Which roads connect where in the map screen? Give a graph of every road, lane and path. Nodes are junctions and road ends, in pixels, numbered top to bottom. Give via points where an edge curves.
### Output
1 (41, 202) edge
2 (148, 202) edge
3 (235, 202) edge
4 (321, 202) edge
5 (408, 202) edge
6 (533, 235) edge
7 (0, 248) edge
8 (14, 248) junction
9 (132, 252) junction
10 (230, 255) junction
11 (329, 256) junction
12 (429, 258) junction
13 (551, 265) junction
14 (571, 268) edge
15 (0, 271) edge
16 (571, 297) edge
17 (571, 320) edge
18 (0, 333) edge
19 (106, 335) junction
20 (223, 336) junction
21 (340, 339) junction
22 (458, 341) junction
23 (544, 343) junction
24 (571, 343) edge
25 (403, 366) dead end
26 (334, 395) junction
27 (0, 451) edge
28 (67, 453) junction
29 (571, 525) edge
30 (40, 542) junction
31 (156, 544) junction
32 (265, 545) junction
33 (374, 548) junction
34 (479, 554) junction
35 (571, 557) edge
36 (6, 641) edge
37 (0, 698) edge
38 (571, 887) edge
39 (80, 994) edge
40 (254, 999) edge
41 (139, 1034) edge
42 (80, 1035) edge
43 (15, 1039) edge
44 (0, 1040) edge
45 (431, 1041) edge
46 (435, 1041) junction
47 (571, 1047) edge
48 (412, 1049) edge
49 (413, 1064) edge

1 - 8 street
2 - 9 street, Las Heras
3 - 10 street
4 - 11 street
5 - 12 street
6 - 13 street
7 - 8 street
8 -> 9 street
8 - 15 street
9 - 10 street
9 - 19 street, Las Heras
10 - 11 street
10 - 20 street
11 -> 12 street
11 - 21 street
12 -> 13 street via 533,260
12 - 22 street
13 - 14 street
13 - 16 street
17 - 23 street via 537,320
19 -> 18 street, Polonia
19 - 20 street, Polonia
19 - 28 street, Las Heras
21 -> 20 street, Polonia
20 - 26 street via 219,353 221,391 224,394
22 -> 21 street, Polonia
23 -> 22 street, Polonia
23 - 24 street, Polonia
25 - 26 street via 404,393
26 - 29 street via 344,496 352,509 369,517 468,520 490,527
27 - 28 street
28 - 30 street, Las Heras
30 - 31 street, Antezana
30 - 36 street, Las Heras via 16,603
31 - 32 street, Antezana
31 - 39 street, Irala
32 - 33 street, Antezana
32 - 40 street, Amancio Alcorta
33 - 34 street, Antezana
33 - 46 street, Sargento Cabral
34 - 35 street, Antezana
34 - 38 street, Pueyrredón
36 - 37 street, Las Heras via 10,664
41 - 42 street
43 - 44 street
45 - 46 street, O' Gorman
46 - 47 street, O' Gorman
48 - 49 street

**********

_Problem description:_ Where a line of the data contains "Gorman", include it in the tally, and answer with the tally alone.

_Worked solution:_ 2